Why do these flags fly at WWT Caerlaverock? What are they? Is that the flag of Norway? What’s going on?
I am pretty sure that’s exactly why these flags are flying – to puzzle visitors, to set us thinking. Specifically to encourage us to ponder about places far away and how they connect with this beautiful part of the Solway coast.
I like puzzles and challenges so am happy to pit my wits against this conundrum. I know that Caerlaverock is famous for the huge flocks of barnacle geese that spend winter there: I have spent happy January days watching them. I know the same geese head off en masse to Svalbard. I realize I have no idea where Svalbard is but guess it’s in Norway.
That feels like good guessing, so I continue. I surmise that these flags are telling me that the barnacle geese have gone to Norway and some other birds (maybe the whooper swans) have gone off to somewhere else that has a rather smart flag with the green star in the middle.

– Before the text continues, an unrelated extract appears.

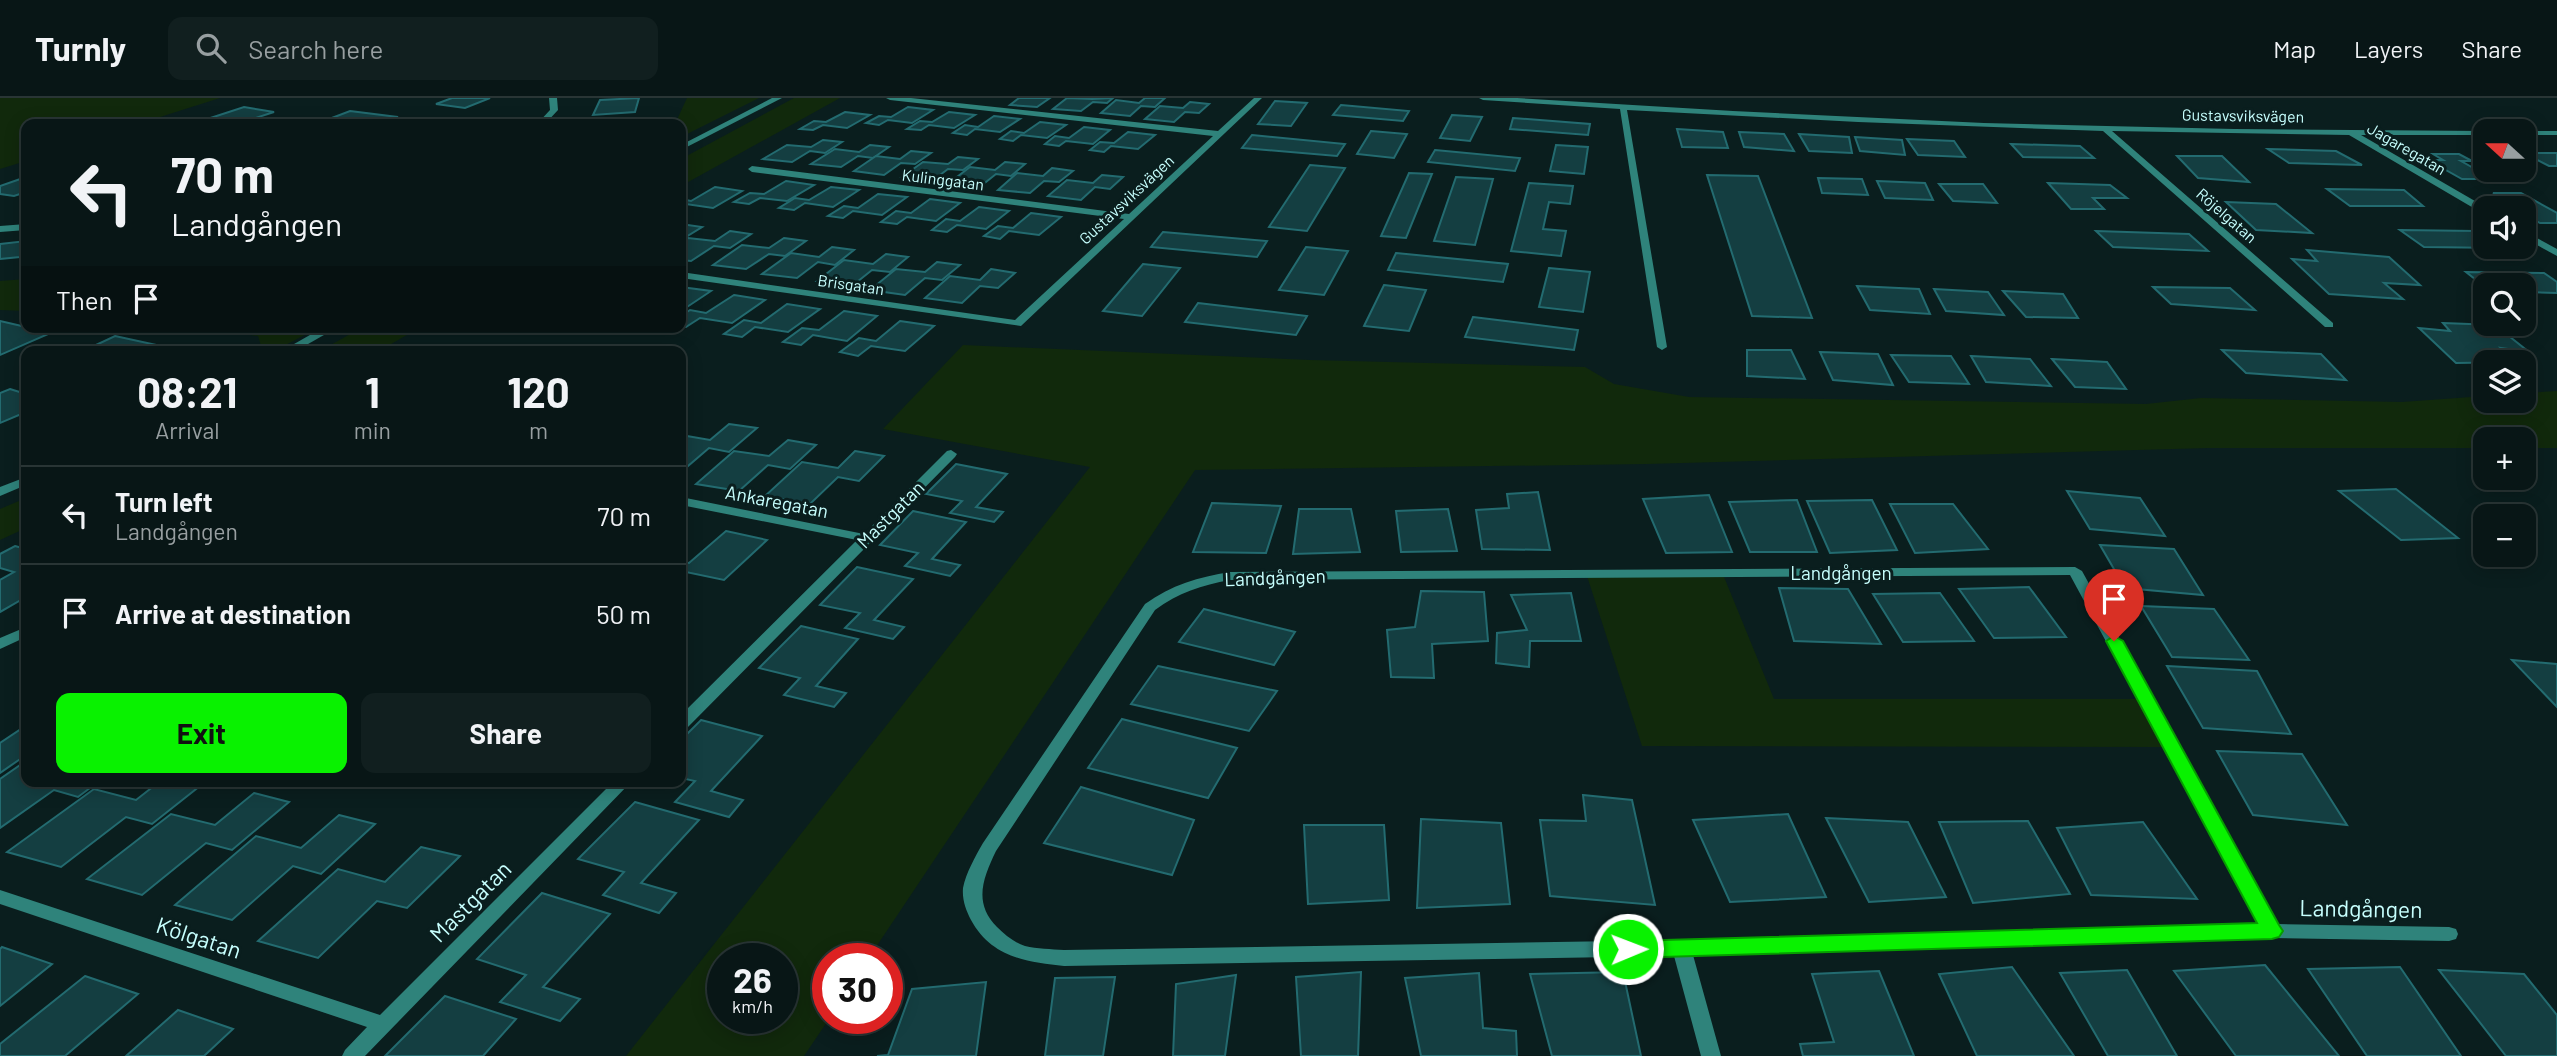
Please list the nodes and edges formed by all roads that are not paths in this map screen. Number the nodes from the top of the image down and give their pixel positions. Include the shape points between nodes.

Rather pleased with my cleverness I call into the visitor centre and ask the man there whether I am right. He, very kindly, albeit inaccurately, says ‘just about’; in fact ‘no, you’re completely wrong, smartass’ would have been more accurate. So top marks to Brian for customer care and diplomacy.
The flags fly to show who is in the house. The barnacle geese have not yet gone back to Svalbard (I learned a lot from Brian about just how little time they spend there and how they prefer to spend their time scoffing the lush green grass of Dumfrieshire) and the ospreys have arrived from Senegal (of that green-starred banner).
Good game. I enjoyed that. Being a bit playful in my downtime is always agreeable. Oh, and look, I learned stuff too – and not only that I haven’t yet outgrown being a smartass.
A bit of fun, a light touch, a sense of humour, a bit of quirkiness really helps interpretation. It helps me, the visitor feel this isn’t too serious, that there are real people here, possibly even people I can relate to. Which is nice.
I really liked the flags … but I loved the door.
Look at that! I think that is brilliant. It is as good an invitation to explore the natural world as I have ever seen. A clear promise that there are adventures, surprises and discoveries ahead – and that the world is full of magic. Who could fail to open the door and look in? Certainly not me!
One of the hard things about trying to show people wildlife is that if they are not used to looking, they won’t see it. I have had a bit of a bee in my bonnet for a while about teaching people field skills. Caerlaverock had a fun take on that too.
I not only like puzzles and challenges, I am ridiculously competitive about them. So I am embarrassed to tell you just how hard I looked for those robins. I found some …
Nice touches. Interpretation isn’t always about the big and the grand. There is always a place for flair and creativity. Sometimes the delight is in the detail. When fun and games draw people, big and small, into important aspects of the site – like migration, empathy with wildlife, and observation skills – they can be a popular, painless and powerful communication
I have no idea who came with these ideas or how. I suspect someone with a really good grasp of visitors and the fact that they enjoy this quiet but spectacular site in different ways, a sense of fun, a good intuitive sense of what would work and the courage to give it a try, was behind it. The result is a series of games and puzzles that provoke intellectual learning (flags), stimulate imaginative connection (door) and build new skills (robins). Some readers will recognise the theoretical models and maybe they were involved in the planning. Either way, I think this is successful interpretation.
I should say there were plenty of panels and lovely WWT staff to talk to at Caerlaverock for those who wanted them, For me, however it was these little fun touches that made my day.